D’après une étude mondiale sur la gestion des risques menée par le groupe Aon en 2017, la cybercriminalité figure désormais dans le top 5 des dix principaux risques préoccupants les décideurs dans le monde, dépassant aux côtés du manque d’innovation, les difficultés à attirer ou retenir les talents, l’interruption d’activité, les risques/incertitudes politiques et la responsabilité civile. À chaque attaque de grande ampleur, le RSSI reçoit un coup de fil du PDG qui va l’interroger plus ou moins en ces termes : est-ce que nous courons un risque ? Devons-nous agir ? Le rôle du RSSI ne se limite clairement plus à informer le PDG que l’entreprise n’a pas encore été attaquée. En effet, les RSSI doivent étendre leur leadership et jouer un rôle actif dans la gestion du risque.

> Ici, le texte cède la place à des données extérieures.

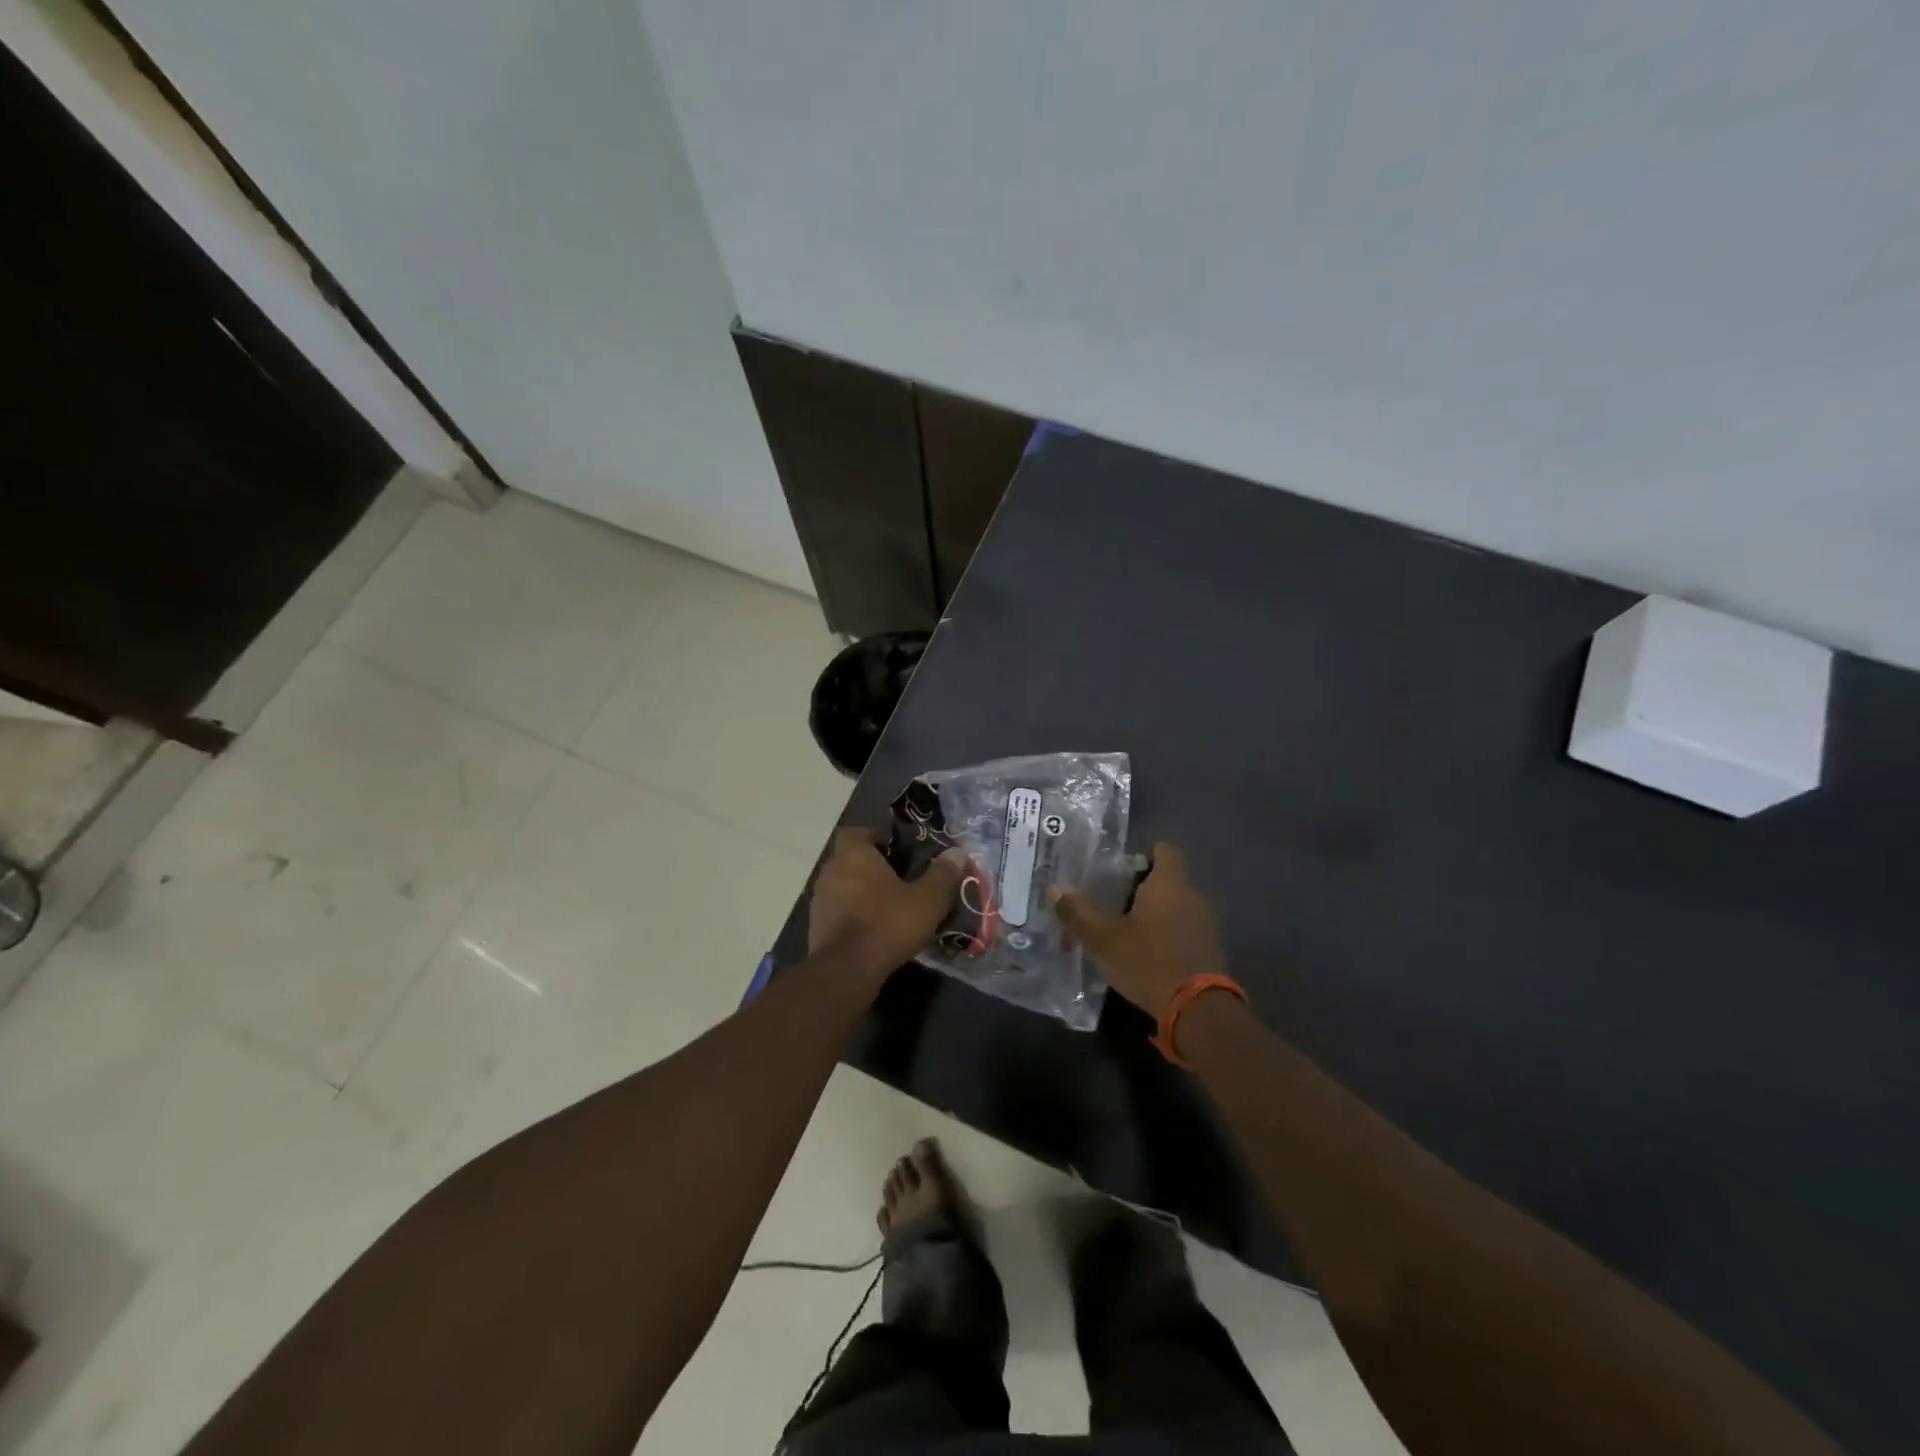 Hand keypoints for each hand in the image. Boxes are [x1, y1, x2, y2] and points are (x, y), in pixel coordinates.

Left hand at [809, 828, 964, 981]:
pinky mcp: (816, 928)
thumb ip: (943, 874)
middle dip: (870, 867)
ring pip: (842, 887)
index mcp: (853, 855)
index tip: (895, 850)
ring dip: (860, 894)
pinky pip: (837, 913)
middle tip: (898, 879)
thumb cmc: (888, 923)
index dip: (874, 837)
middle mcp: (830, 871)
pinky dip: (852, 917)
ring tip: (888, 907)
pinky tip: (874, 931)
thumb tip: (958, 853)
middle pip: (848, 860)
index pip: (855, 832)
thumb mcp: (927, 899)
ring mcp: (819, 901)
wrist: (847, 970)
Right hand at [1051, 843, 1224, 1017]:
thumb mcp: (1103, 940)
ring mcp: (1207, 925)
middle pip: (1169, 880)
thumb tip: (1055, 889)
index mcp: (1169, 884)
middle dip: (1144, 889)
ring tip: (1128, 932)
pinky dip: (1169, 937)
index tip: (1123, 869)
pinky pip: (1187, 931)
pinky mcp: (1212, 951)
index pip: (1166, 850)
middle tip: (1113, 903)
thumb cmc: (1148, 962)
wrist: (1198, 1011)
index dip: (1146, 854)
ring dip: (1157, 915)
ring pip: (1178, 907)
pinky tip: (1148, 956)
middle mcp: (1193, 897)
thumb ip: (1078, 913) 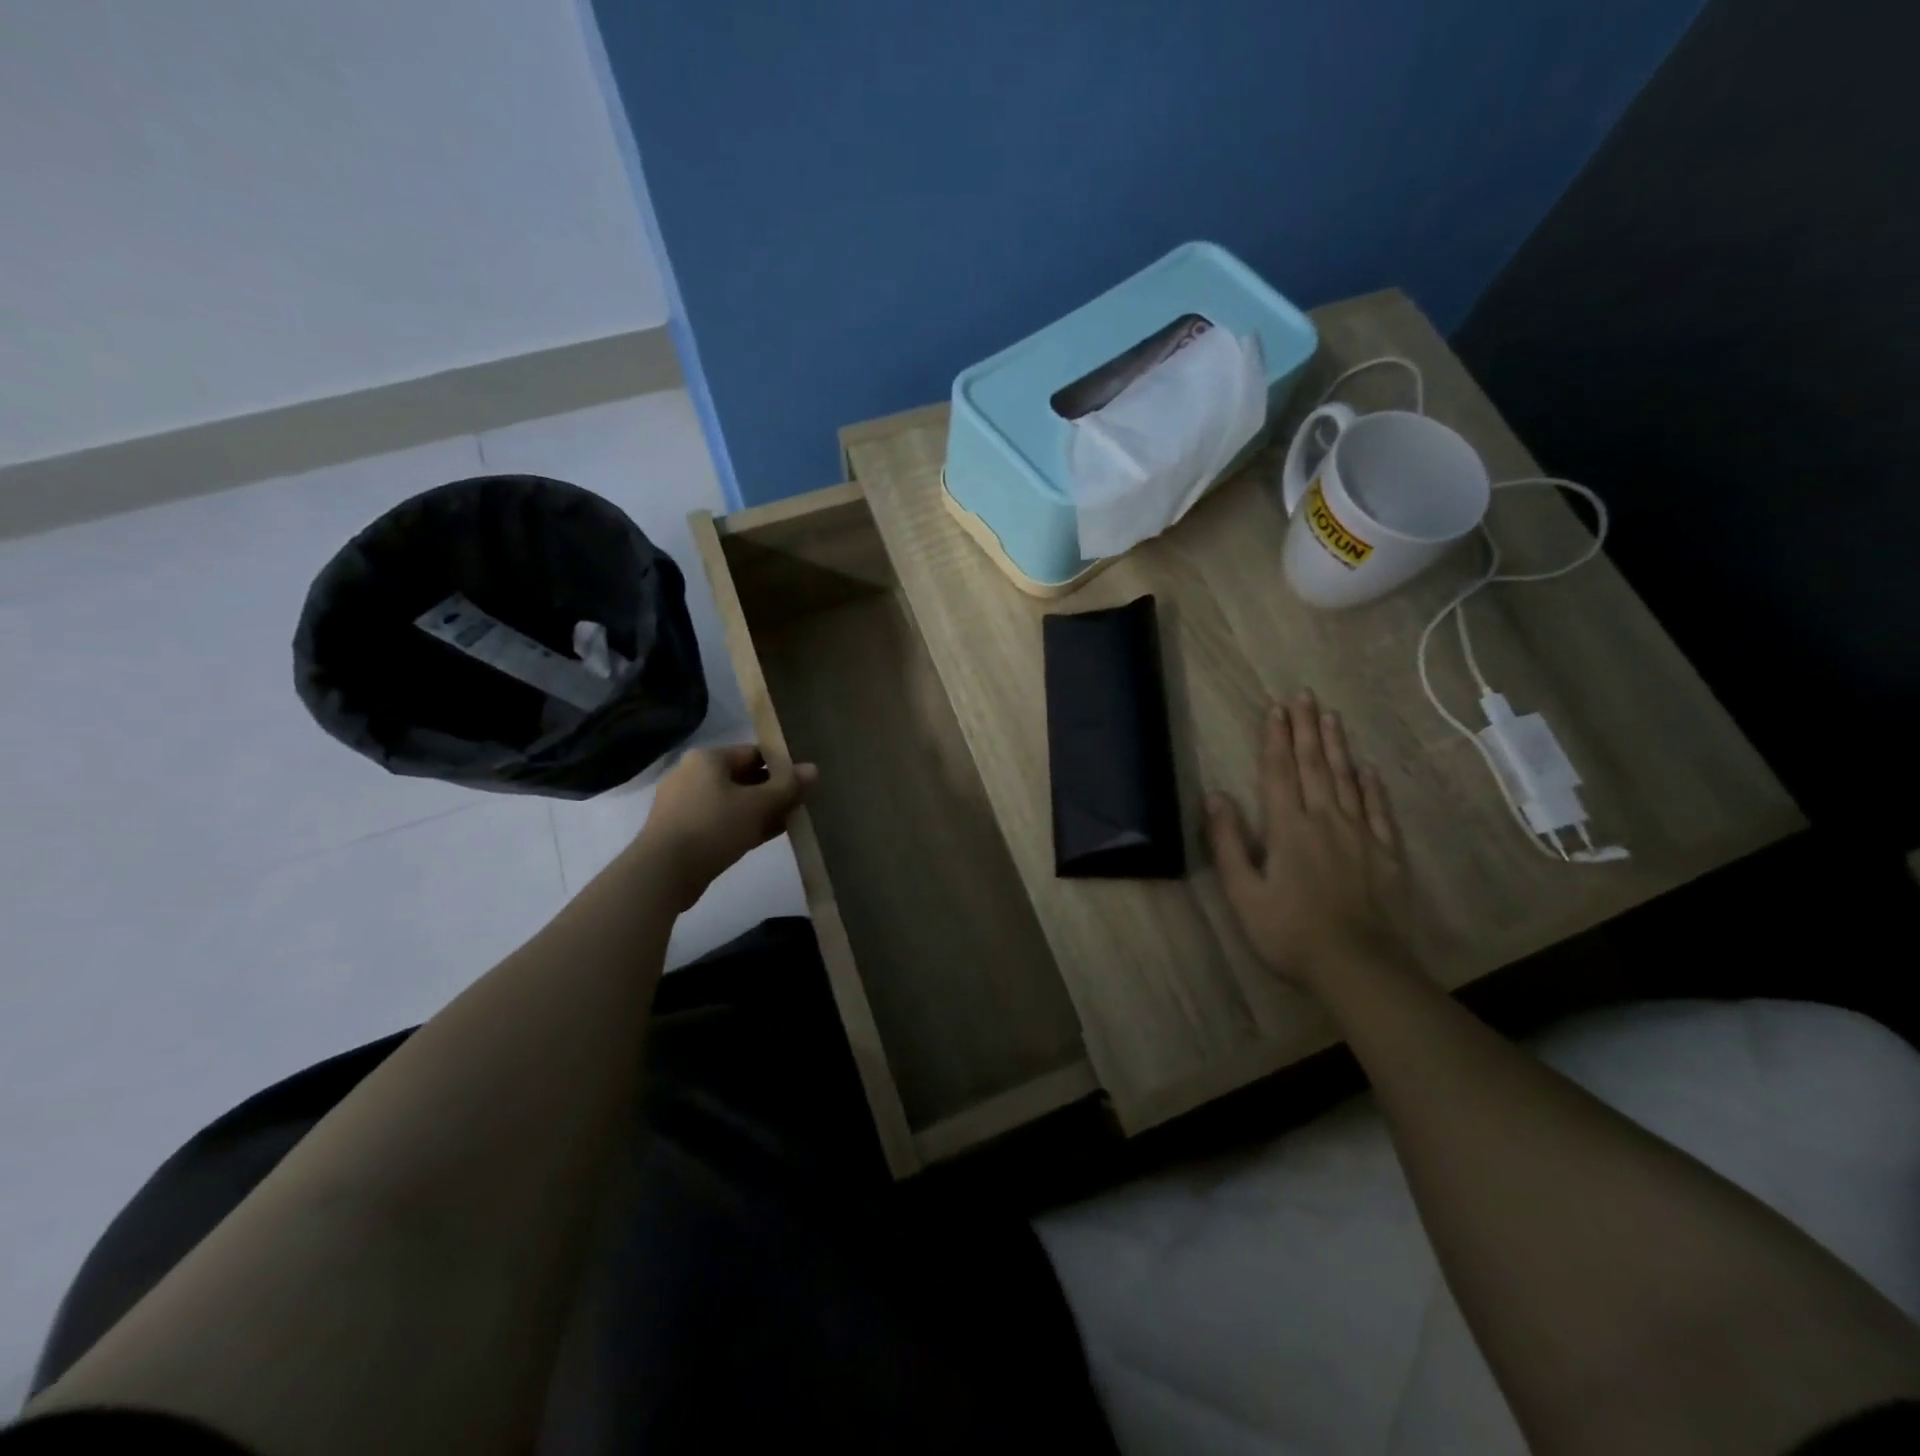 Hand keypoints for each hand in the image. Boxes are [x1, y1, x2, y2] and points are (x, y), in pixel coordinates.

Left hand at [636, 745, 816, 910]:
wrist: (663, 872)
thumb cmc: (713, 827)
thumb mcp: (758, 805)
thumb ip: (788, 787)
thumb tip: (813, 769)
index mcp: (707, 758)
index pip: (753, 753)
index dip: (781, 766)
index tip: (802, 783)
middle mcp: (691, 774)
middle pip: (742, 777)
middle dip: (771, 791)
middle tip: (798, 805)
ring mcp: (682, 804)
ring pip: (731, 802)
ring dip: (758, 811)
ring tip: (786, 822)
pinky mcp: (680, 831)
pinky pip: (719, 821)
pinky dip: (741, 825)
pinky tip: (764, 837)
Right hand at [1207, 691, 1414, 990]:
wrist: (1359, 967)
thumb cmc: (1290, 933)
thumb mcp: (1243, 893)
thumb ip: (1228, 843)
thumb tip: (1215, 796)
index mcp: (1287, 828)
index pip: (1279, 772)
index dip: (1276, 739)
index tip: (1276, 709)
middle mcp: (1325, 820)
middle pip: (1314, 765)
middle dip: (1306, 729)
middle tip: (1305, 696)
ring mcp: (1361, 835)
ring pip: (1347, 779)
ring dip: (1337, 746)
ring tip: (1331, 716)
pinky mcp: (1387, 854)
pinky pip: (1379, 810)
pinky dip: (1372, 786)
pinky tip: (1368, 769)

De nombreux RSSI confirment une mutation en profondeur de leur fonction  

« Auparavant, nous devions défendre bec et ongles devant le PDG l’intérêt qu’il y avait à connaître les flux entrant et sortant de nos systèmes », explique Benoît Moreau, FSSI du ministère de l’éducation nationale et du ministère de l’enseignement supérieur et de la recherche. « Aujourd’hui, on attend de nous une fine perception de chacun des éléments de notre « écosystème d’informations », et des interactions qui l’animent, afin de parvenir à prédire, pratiquement en temps réel, les conséquences de n’importe quel événement. Nos systèmes ont subi une évolution darwinienne fulgurante, poussée par les nouvelles technologies et les nouveaux usages. Ils sont ainsi passés d’organismes mono-cellulaires indépendants et protégés à des organismes protéiformes complexes, au plus proche de la vie. »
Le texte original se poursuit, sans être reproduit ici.